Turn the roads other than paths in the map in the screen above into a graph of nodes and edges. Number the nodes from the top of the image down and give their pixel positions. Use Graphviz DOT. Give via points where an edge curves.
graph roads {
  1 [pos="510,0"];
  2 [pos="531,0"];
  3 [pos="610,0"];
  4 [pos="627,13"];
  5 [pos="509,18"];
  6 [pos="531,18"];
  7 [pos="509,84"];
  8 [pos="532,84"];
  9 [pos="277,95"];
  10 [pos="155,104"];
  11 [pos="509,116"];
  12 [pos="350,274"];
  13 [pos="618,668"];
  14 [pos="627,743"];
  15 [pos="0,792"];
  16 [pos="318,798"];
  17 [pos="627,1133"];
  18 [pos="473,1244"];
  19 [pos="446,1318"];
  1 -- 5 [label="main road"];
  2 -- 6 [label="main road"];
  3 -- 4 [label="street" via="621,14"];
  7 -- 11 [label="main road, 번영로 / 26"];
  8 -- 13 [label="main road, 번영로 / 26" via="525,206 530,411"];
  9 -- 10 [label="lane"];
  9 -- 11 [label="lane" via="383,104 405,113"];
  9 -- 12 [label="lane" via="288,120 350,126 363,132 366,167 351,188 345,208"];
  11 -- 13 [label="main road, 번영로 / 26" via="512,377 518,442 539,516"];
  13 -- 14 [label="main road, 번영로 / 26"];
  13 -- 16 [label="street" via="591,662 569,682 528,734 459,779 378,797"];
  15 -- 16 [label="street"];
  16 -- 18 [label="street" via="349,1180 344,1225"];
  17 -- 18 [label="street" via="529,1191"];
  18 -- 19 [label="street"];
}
════
● **WORK TASK**:
Transcribe the records above exactly, keeping every line.

● **WRITTEN SOLUTION**:
Turn the roads other than paths in the map in the screen above into a graph of nodes and edges. Number the nodes from the top of the image down and give their pixel positions. Use Graphviz DOT. Give via points where an edge curves.
graph roads {
  1 [pos="510,0"];
  2 [pos="531,0"];
  3 [pos="610,0"];
  4 [pos="627,13"];
  5 [pos="509,18"];
  6 [pos="531,18"];
  7 [pos="509,84"];
  8 [pos="532,84"];
  9 [pos="277,95"];
  10 [pos="155,104"];
  11 [pos="509,116"];
  12 [pos="350,274"];
  13 [pos="618,668"];
  14 [pos="627,743"];
  15 [pos="0,792"];
  16 [pos="318,798"];
  17 [pos="627,1133"];
  18 [pos="473,1244"];
  19 [pos="446,1318"];
  1 -- 5 [label="main road"];
  2 -- 6 [label="main road"];
  3 -- 4 [label="street" via="621,14"];
  7 -- 11 [label="main road, 번영로 / 26"];
  8 -- 13 [label="main road, 번영로 / 26" via="525,206 530,411"];
  9 -- 10 [label="lane"];
  9 -- 11 [label="lane" via="383,104 405,113"];
  9 -- 12 [label="lane" via="288,120 350,126 363,132 366,167 351,188 345,208"];
  11 -- 13 [label="main road, 번영로 / 26" via="512,377 518,442 539,516"];
  13 -- 14 [label="main road, 번영로 / 26"];
  13 -- 16 [label="street" via="591,662 569,682 528,734 459,779 378,797"];
  15 -- 16 [label="street"];
  16 -- 18 [label="street" via="349,1180 344,1225"];
  17 -- 18 [label="street" via="529,1191"];
  18 -- 19 [label="street"];
}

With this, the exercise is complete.